- _Work item_:
In the records that follow, find each line with "Luis" and pull it out.

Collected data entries
────────────────────────────────────────
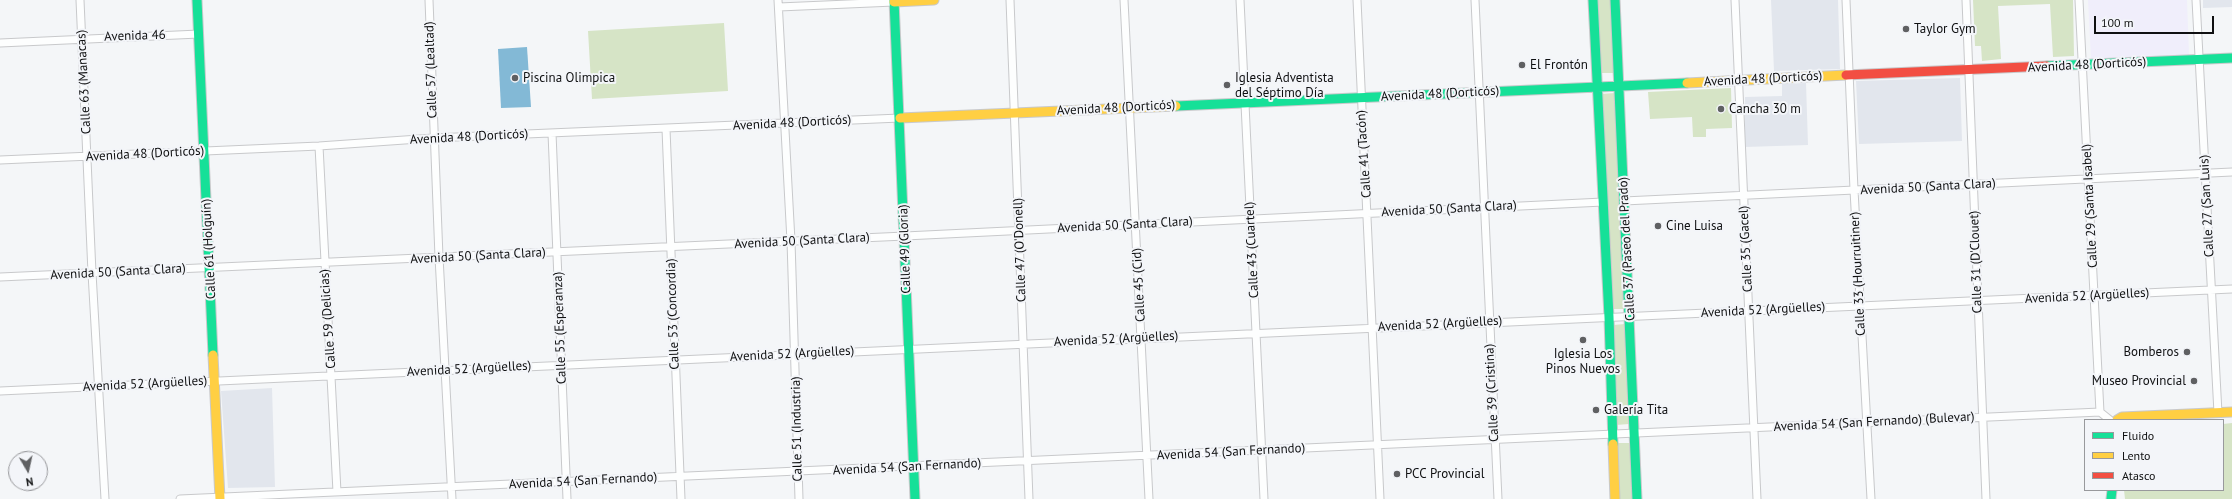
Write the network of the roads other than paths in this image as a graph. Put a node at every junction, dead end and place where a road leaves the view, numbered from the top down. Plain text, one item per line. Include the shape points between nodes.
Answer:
1 (80, 0) edge
2 (197, 0) edge
3 (429, 0) edge
4 (934, 0) edge
5 (1010, 0) edge
6 (1124, 0) edge
7 (1240, 0) edge
8 (1357, 0) edge
9 (1475, 0) edge
10 (1593, 0) edge
11 (1615, 0) edge
12 (1735, 0) edge
13 (1846, 0) edge
14 (1966, 0) edge
15 (2079, 0) edge
16 (2196, 0) edge
17 (894, 1) edge
18 (779, 3) edge
19 (199, 34) junction
20 (82, 38) junction
21 (0, 43) edge
22 (2232, 58) edge
23 (2199, 60) junction
24 (2083, 65) junction
25 (1969, 70) junction
26 (1849, 76) junction
27 (1739, 80) junction
28 (1620, 86) junction
29 (1597, 87) junction
30 (1479, 92) junction
31 (1360, 97) junction
32 (1245, 102) junction
33 (1131, 108) junction
34 (1015, 113) junction
35 (900, 118) junction
36 (786, 124) junction
37 (666, 129) junction
38 (552, 133) junction
39 (433, 138) junction
40 (319, 146) junction
41 (204, 151) junction
42 (88, 157) junction
43 (0, 160) edge
44 (2232, 172) edge
45 (2206, 174) junction
46 (2088, 179) junction
47 (1973, 185) junction
48 (1854, 190) junction
49 (1744, 196) junction
50 (1624, 201) junction
51 (1603, 202) junction
52 (1484, 208) junction
53 (1368, 213) junction
54 (1250, 219) junction
55 (1136, 225) junction
56 (1020, 231) junction
57 (905, 236) junction
58 (791, 241) junction
59 (670, 247) junction
60 (557, 252) junction
61 (439, 257) junction
62 (325, 262) junction
63 (210, 268) junction
64 (92, 273) junction
65 (0, 277) edge
66 (2232, 289) edge
67 (2212, 290) junction
68 (2094, 295) junction
69 (1977, 300) junction
70 (1860, 306) junction
71 (1749, 310) junction
72 (1630, 316) junction
73 (1609, 317) junction
74 (1489, 322) junction
75 (1372, 328) junction
76 (1256, 333) junction
77 (1141, 338) junction
78 (1022, 344) junction
79 (908, 349) junction
80 (795, 354) junction
81 (675, 360) junction
82 (561, 365) junction
83 (446, 370) junction
84 (332, 376) junction
85 (215, 381) junction
86 (100, 387) junction
87 (0, 391) edge
88 (2100, 412) junction
89 (2232, 412) edge
90 (2218, 413) junction
91 (1982, 417) junction
92 (2109, 419) edge
93 (2118, 419) edge
94 (1867, 423) junction
95 (1754, 428) junction
96 (1634, 434) junction
97 (1612, 435) junction
98 (1495, 440) junction
99 (1377, 446) junction
100 (1262, 451) junction
101 (1147, 456) junction
102 (1028, 461) junction
103 (913, 466) junction
104 (798, 472) junction
105 (680, 477) junction
106 (566, 482) junction
107 (451, 487) junction
108 (337, 492) junction
109 (220, 498) edge
110 (105, 499) edge
111 (180, 499) edge
112 (452, 499) edge
113 (567, 499) edge
114 (681, 499) edge
115 (799, 499) edge
116 (915, 499) edge
117 (1030, 499) edge
118 (1149, 499) edge
119 (1264, 499) edge
120 (1380, 499) edge
121 (1498, 499) edge
122 (1615, 499) edge
123 (1637, 499) edge
124 (1757, 499) edge
125 (1871, 499) edge
126 (1986, 499) edge

1 - 20 street, Calle 63 (Manacas)
2 - 19 street, Calle 61 (Holguín)
3 - 39 street, Calle 57 (Lealtad)
4 - 17 street
5 - 34 street, Calle 47 (O'Donell)
6 - 33 street, Calle 45 (Cid)
7 - 32 street, Calle 43 (Cuartel)
8 - 31 street, Calle 41 (Tacón)
9 - 30 street, Calle 39 (Cristina)
10 - 29 street, Calle 37 (Paseo del Prado)
11 - 28 street, Calle 37 (Paseo del Prado)
12 - 27 street, Calle 35 (Gacel)
13 - 26 street, Calle 33 (Hourruitiner)
14 - 25 street, Calle 31 (D'Clouet)
15 - 24 street, Calle 29 (Santa Isabel)
16 - 23 street, Calle 27 (San Luis)
17 - 18 street
17 - 35 street, Calle 49 (Gloria)
18 - 36 street, Calle 51 (Industria)
19 - 20 street, Avenida 46
19 - 41 street, Calle 61 (Holguín)
20 - 21 street, Avenida 46
20 - 42 street, Calle 63 (Manacas)
22 - 23 street, Avenida 48 (Dorticós)
23 - 24 street, Avenida 48 (Dorticós)
23 - 45 street, Calle 27 (San Luis)
24 - 25 street, Avenida 48 (Dorticós)
24 - 46 street, Calle 29 (Santa Isabel)
25 - 26 street, Avenida 48 (Dorticós)
25 - 47 street, Calle 31 (D'Clouet)
26 - 27 street, Avenida 48 (Dorticós)
26 - 48 street, Calle 33 (Hourruitiner)
27 - 28 street, Avenida 48 (Dorticós)
27 - 49 street, Calle 35 (Gacel)
28 - 29 street, Avenida 48 (Dorticós)
28 - 50 street, Calle 37 (Paseo del Prado)
29 - 30 street, Avenida 48 (Dorticós)
29 - 51 street, Calle 37 (Paseo del Prado)
30 - 31 street, Avenida 48 (Dorticós)
30 - 52 street, Calle 39 (Cristina)
31 - 32 street, Avenida 48 (Dorticós)
31 - 53 street, Calle 41 (Tacón)
32 - 33 street, Avenida 48 (Dorticós)
32 - 54 street, Calle 43 (Cuartel)
33 - 34 street, Avenida 48 (Dorticós)
33 - 55 street, Calle 45 (Cid)
34 - 35 street, Avenida 48 (Dorticós)
34 - 56 street, Calle 47 (O'Donell)
35 - 36 street, Avenida 48 (Dorticós)
35 - 57 street, Calle 49 (Gloria)
36 - 37 street, Avenida 48 (Dorticós)
36 - 58 street, Calle 51 (Industria)
37 - 38 street, Avenida 48 (Dorticós)
37 - 59 street, Calle 53 (Concordia)
38 - 39 street, Avenida 48 (Dorticós)
38 - 60 street, Calle 55 (Esperanza)
39 - 40 street, Avenida 48 (Dorticós)
39 - 61 street, Calle 57 (Lealtad)
40 - 41 street, Avenida 48 (Dorticós)
40 - 62 street, Calle 59 (Delicias)
41 - 42 street, Avenida 48 (Dorticós)
41 - 63 street, Calle 61 (Holguín)
42 - 43 street, Avenida 48 (Dorticós)
42 - 64 street, Calle 63 (Manacas)
44 - 45 street, Avenida 50 (Santa Clara)
45 - 46 street, Avenida 50 (Santa Clara)
45 - 67 street, Calle 27 (San Luis)
46 - 47 street, Avenida 50 (Santa Clara)
46 - 68 street, Calle 29 (Santa Isabel)
47 - 48 street, Avenida 50 (Santa Clara)
47 - 69 street, Calle 31 (D'Clouet)
48 - 49 street, Avenida 50 (Santa Clara)
48 - 70 street, Calle 33 (Hourruitiner)
49 - 50 street, Avenida 50 (Santa Clara)
49 - 71 street, Calle 35 (Gacel)
50 - 72 street, Calle 37 (Paseo del Prado)
51 - 52 street, Avenida 50 (Santa Clara)
51 - 73 street, Calle 37 (Paseo del Prado)
52 - 53 street, Avenida 50 (Santa Clara)
52 - 74 street, Calle 39 (Cristina)
53 - 54 street, Avenida 50 (Santa Clara)
53 - 75 street, Calle 41 (Tacón)
54 - 55 street, Avenida 50 (Santa Clara)
54 - 76 street, Calle 43 (Cuartel)
55 - 56 street, Avenida 50 (Santa Clara)
55 - 77 street, Calle 45 (Cid)
56 - 57 street, Avenida 50 (Santa Clara)
56 - 78 street, Calle 47 (O'Donell)
57 - 58 street, Avenida 50 (Santa Clara)
57 - 79 street, Calle 49 (Gloria)
58 - 59 street, Avenida 50 (Santa Clara)
58 - 80 street, Calle 51 (Industria)
59 - 60 street, Avenida 50 (Santa Clara)
59 - 81 street, Calle 53 (Concordia)
60 - 61 street, Avenida 50 (Santa Clara)
60 - 82 street, Calle 55 (Esperanza)
61 - 62 street, Avenida 50 (Santa Clara)
61 - 83 street, Calle 57 (Lealtad)
62 - 63 street, Avenida 50 (Santa Clara)
62 - 84 street, Calle 59 (Delicias)
63 - 64 street, Avenida 50 (Santa Clara)
63 - 85 street, Calle 61 (Holguín)
64 - 65 street, Avenida 50 (Santa Clara)
64 - 86 street, Calle 63 (Manacas)
66 - 67 street, Avenida 52 (Argüelles)
67 - 68 street, Avenida 52 (Argüelles)
67 - 90 street, Calle 27 (San Luis)
68 - 69 street, Avenida 52 (Argüelles)
68 - 88 street, Calle 29 (Santa Isabel)
69 - 70 street, Avenida 52 (Argüelles)
69 - 91 street, Calle 31 (D'Clouet)
70 - 71 street, Avenida 52 (Argüelles)
70 - 94 street, Calle 33 (Hourruitiner)
71 - 72 street, Avenida 52 (Argüelles)
71 - 95 street, Calle 35 (Gacel)
72 - 73 street, Avenida 52 (Argüelles)
72 - 96 street, Calle 37 (Paseo del Prado)
73 - 74 street, Avenida 52 (Argüelles)
73 - 97 street, Calle 37 (Paseo del Prado)
74 - 75 street, Avenida 52 (Argüelles)
74 - 98 street, Calle 39 (Cristina)
75 - 76 street, Avenida 52 (Argüelles)
75 - 99 street, Calle 41 (Tacón)
76 - 77 street, Avenida 52 (Argüelles)
76 - 100 street, Calle 43 (Cuartel)
77 - 78 street, Avenida 52 (Argüelles)
77 - 101 street, Calle 45 (Cid)
78 - 79 street, Avenida 52 (Argüelles)
78 - 102 street, Calle 47 (O'Donell)
79 - 80 street, Avenida 52 (Argüelles)
79 - 103 street, Calle 49 (Gloria)
80 - 81 street, Avenida 52 (Argüelles)
80 - 104 street, Calle 51 (Industria)
81 - 82 street, Avenida 52 (Argüelles)
81 - 105 street, Calle 53 (Concordia)
82 - 83 street, Avenida 52 (Argüelles)
82 - 106 street, Calle 55 (Esperanza)
83 - 84 street, Avenida 52 (Argüelles)
83 - 107 street, Calle 57 (Lealtad)
84 - 85 street, Avenida 52 (Argüelles)
84 - 108 street, Calle 59 (Delicias)
85 - 86 street, Avenida 52 (Argüelles)
85 - 109 street, Calle 61 (Holguín)
86 - 87 street, Avenida 52 (Argüelles)
86 - 110 street, Calle 63 (Manacas)
88 - 91 street, Avenida 54 (San Fernando) (Bulevar)
88 - 92 street
89 - 90 street
90 - 93 street
91 - 94 street, Avenida 54 (San Fernando) (Bulevar)
91 - 126 street, Calle 31 (D'Clouet)
94 - 95 street, Avenida 54 (San Fernando) (Bulevar)
94 - 125 street, Calle 33 (Hourruitiner)
95 - 96 street, Avenida 54 (San Fernando) (Bulevar)
95 - 124 street, Calle 35 (Gacel)
96 - 97 street, Avenida 54 (San Fernando)
96 - 123 street, Calle 37 (Paseo del Prado)
97 - 98 street, Avenida 54 (San Fernando)
97 - 122 street, Calle 37 (Paseo del Prado)
98 - 99 street, Avenida 54 (San Fernando)
98 - 121 street, Calle 39 (Cristina)
99 - 100 street, Avenida 54 (San Fernando)
99 - 120 street, Calle 41 (Tacón)
100 - 101 street, Avenida 54 (San Fernando)
100 - 119 street, Calle 43 (Cuartel)
101 - 102 street, Avenida 54 (San Fernando)
101 - 118 street, Calle 45 (Cid)
102 - 103 street, Avenida 54 (San Fernando)
102 - 117 street, Calle 47 (O'Donell)
103 - 104 street, Avenida 54 (San Fernando)
103 - 116 street, Calle 49 (Gloria)
104 - 105 street, Avenida 54 (San Fernando)
104 - 115 street, Calle 51 (Industria)
105 - 106 street, Avenida 54 (San Fernando)
105 - 114 street, Calle 53 (Concordia)
106 - 107 street, Avenida 54 (San Fernando)
106 - 113 street, Calle 55 (Esperanza)
107 - 108 street, Avenida 54 (San Fernando)
107 - 112 street, Calle 57 (Lealtad)
108 - 109 street, Avenida 54 (San Fernando)
109 - 111 street, Avenida 54 (San Fernando)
────────────────────────────────────────
- _The completed task_:
16 - 23 street, Calle 27 (San Luis)
23 - 45 street, Calle 27 (San Luis)
45 - 67 street, Calle 27 (San Luis)
67 - 90 street, Calle 27 (San Luis)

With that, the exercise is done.